▸ **Task item**: Exactly reproduce the lines from the top of the entries below through the line containing "Write the network of all roads that", with both ends included.

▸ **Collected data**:
-- Opening Marker --

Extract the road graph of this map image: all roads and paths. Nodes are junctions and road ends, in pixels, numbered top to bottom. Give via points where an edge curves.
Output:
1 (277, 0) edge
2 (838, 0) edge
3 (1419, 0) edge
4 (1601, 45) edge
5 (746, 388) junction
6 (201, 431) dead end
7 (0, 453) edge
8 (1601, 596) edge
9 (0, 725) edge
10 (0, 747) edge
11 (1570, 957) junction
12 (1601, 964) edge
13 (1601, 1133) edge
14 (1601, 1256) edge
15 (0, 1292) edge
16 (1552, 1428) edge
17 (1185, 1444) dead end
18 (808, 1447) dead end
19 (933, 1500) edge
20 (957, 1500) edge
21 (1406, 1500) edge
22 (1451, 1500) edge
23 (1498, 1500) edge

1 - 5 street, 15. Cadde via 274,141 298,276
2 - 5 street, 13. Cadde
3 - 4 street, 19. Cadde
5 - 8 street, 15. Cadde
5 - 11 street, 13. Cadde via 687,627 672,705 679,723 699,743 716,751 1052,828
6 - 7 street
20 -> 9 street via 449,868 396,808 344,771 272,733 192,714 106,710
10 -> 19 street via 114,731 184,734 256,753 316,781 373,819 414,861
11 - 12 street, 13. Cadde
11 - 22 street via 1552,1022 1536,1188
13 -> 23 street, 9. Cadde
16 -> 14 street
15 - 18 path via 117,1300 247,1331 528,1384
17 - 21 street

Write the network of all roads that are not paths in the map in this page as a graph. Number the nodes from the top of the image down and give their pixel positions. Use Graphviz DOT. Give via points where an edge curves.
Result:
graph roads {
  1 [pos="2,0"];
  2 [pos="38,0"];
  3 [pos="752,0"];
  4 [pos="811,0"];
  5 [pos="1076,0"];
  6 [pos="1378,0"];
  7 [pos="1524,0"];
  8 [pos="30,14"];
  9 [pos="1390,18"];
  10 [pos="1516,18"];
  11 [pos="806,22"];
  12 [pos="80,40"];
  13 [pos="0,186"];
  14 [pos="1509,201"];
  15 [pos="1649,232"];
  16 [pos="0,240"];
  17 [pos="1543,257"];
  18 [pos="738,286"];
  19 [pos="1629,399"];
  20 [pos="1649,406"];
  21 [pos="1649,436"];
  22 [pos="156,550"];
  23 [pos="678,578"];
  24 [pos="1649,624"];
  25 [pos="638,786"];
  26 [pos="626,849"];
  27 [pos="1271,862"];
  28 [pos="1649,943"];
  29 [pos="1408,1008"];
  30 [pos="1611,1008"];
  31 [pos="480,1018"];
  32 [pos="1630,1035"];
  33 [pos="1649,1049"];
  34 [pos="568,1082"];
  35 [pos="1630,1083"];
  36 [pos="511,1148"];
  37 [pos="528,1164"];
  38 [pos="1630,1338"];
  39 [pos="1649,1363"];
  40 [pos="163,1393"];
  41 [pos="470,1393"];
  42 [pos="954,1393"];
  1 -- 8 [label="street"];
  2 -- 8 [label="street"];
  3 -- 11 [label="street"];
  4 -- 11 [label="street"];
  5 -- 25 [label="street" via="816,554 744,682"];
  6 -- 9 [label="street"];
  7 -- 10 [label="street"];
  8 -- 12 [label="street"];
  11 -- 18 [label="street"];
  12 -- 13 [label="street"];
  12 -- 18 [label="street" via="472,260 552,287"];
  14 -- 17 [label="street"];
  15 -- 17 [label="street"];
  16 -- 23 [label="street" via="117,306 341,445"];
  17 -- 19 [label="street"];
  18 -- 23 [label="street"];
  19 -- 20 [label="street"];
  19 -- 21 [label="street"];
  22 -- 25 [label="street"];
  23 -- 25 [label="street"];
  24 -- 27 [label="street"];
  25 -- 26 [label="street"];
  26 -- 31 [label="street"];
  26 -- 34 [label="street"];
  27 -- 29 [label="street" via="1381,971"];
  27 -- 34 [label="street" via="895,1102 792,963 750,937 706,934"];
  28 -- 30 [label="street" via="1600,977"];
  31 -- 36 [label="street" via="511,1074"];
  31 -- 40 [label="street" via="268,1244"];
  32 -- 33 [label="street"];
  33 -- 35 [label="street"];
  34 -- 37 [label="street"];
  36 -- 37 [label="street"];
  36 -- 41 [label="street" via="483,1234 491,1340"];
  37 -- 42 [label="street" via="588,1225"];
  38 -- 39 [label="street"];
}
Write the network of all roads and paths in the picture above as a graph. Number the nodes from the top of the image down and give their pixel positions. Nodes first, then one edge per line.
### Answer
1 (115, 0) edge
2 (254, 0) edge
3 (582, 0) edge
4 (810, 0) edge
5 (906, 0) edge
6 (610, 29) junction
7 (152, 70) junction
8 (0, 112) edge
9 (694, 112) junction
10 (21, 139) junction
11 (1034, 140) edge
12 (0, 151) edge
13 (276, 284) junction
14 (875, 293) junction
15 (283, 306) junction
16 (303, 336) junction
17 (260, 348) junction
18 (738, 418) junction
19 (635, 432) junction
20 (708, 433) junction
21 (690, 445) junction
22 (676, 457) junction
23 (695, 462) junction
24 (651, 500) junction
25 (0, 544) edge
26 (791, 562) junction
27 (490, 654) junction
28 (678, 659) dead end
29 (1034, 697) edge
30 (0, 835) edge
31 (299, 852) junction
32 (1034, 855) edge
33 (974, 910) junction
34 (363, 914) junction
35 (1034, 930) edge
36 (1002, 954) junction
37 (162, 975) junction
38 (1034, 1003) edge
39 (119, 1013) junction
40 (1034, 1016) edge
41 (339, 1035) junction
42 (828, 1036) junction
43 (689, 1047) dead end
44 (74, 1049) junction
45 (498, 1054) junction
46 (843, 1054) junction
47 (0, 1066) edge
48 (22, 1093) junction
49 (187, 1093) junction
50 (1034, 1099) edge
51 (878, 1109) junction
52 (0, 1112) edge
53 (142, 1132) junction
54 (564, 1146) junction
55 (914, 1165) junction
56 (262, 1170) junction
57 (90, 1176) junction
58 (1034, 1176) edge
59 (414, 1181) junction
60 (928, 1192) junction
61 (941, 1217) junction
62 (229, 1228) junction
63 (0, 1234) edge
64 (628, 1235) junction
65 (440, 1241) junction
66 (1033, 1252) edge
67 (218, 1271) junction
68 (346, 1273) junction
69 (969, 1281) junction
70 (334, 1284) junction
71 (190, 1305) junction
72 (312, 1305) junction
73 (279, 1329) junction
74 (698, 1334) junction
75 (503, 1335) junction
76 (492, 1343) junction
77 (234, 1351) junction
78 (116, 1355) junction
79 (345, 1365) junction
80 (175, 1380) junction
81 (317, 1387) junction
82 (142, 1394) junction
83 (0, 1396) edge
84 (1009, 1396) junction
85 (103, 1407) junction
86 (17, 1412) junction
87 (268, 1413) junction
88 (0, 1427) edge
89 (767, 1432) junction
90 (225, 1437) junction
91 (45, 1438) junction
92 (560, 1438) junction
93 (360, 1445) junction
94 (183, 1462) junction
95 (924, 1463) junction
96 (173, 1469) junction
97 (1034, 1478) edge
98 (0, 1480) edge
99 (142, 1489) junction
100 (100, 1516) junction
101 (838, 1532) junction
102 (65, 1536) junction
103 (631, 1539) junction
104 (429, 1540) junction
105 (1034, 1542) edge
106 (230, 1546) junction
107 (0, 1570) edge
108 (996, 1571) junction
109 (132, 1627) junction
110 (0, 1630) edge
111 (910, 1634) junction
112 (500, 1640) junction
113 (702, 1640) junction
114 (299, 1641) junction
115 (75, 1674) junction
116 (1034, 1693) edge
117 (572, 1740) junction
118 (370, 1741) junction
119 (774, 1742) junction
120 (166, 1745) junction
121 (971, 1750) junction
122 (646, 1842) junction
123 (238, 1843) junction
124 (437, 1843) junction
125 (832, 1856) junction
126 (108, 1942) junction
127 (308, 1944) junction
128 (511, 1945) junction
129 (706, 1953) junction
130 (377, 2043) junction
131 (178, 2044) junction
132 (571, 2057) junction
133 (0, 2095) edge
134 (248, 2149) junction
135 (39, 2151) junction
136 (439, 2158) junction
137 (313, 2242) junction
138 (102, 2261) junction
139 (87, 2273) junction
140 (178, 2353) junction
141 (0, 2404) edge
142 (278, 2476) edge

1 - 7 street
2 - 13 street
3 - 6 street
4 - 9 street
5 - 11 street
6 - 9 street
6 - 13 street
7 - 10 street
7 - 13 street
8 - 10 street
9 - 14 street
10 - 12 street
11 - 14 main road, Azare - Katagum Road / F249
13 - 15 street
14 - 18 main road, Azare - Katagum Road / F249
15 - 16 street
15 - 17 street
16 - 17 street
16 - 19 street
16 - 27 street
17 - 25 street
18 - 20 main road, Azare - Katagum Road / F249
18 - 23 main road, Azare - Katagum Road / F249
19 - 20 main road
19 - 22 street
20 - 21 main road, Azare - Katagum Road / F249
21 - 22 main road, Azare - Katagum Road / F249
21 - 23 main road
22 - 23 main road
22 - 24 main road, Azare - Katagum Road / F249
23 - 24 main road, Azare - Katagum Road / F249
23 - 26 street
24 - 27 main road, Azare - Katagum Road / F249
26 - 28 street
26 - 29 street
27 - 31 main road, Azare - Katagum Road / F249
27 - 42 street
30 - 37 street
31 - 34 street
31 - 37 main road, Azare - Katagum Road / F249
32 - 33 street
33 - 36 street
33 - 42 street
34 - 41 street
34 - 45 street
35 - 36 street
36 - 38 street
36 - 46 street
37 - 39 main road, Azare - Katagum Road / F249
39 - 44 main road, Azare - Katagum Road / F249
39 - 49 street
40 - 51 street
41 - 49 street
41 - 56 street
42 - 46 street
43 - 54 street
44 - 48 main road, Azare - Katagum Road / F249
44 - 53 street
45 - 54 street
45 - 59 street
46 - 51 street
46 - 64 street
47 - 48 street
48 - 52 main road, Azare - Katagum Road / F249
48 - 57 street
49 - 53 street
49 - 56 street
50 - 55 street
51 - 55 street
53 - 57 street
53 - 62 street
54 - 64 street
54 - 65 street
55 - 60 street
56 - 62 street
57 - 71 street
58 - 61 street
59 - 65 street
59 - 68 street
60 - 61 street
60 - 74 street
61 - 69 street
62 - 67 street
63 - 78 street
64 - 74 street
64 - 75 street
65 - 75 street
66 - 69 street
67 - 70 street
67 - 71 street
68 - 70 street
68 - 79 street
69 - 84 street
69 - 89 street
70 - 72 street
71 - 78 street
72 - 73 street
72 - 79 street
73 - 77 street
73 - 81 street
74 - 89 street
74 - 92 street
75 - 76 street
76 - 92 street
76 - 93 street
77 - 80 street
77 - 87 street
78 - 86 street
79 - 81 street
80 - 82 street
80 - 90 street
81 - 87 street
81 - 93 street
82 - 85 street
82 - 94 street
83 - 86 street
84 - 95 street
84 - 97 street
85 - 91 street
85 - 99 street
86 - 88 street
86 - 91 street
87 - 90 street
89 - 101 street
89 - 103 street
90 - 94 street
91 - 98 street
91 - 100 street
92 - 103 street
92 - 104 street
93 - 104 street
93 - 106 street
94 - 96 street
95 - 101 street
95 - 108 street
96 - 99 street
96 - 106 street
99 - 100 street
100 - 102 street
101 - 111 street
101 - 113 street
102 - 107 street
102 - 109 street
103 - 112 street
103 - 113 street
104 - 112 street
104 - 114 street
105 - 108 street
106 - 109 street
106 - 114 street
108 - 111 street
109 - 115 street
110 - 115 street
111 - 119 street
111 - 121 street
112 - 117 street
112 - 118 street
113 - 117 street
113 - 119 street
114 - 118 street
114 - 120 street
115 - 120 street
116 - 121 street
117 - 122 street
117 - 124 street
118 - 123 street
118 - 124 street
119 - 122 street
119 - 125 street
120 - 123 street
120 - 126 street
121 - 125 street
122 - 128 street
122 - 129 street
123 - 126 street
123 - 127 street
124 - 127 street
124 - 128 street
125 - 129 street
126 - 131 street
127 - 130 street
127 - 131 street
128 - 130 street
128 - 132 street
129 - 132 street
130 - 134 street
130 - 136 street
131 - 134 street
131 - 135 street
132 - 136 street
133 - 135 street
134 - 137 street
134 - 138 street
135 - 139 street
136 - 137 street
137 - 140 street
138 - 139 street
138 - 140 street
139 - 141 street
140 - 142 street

-- Closing Marker --

▸ **Response box**:
Extract the road graph of this map image: all roads and paths. Nodes are junctions and road ends, in pixels, numbered top to bottom. Give via points where an edge curves.
Output:
1 (277, 0) edge
2 (838, 0) edge
3 (1419, 0) edge
4 (1601, 45) edge
5 (746, 388) junction
6 (201, 431) dead end
7 (0, 453) edge
8 (1601, 596) edge
9 (0, 725) edge
10 (0, 747) edge
11 (1570, 957) junction
12 (1601, 964) edge
13 (1601, 1133) edge
14 (1601, 1256) edge
15 (0, 1292) edge
16 (1552, 1428) edge
17 (1185, 1444) dead end
18 (808, 1447) dead end
19 (933, 1500) edge
20 (957, 1500) edge
21 (1406, 1500) edge
22 (1451, 1500) edge
23 (1498, 1500) edge

1 - 5 street, 15. Cadde via 274,141 298,276
2 - 5 street, 13. Cadde
3 - 4 street, 19. Cadde
5 - 8 street, 15. Cadde
5 - 11 street, 13. Cadde via 687,627 672,705 679,723 699,743 716,751 1052,828
6 - 7 street
20 -> 9 street via 449,868 396,808 344,771 272,733 192,714 106,710
10 -> 19 street via 114,731 184,734 256,753 316,781 373,819 414,861
11 - 12 street, 13. Cadde
11 - 22 street via 1552,1022 1536,1188
13 -> 23 street, 9. Cadde
16 -> 14 street
15 - 18 path via 117,1300 247,1331 528,1384
17 - 21 street

Write the network of all roads that are not paths in the map in this page as a graph. Number the nodes from the top of the image down and give their pixel positions. Use Graphviz DOT. Give via points where an edge curves.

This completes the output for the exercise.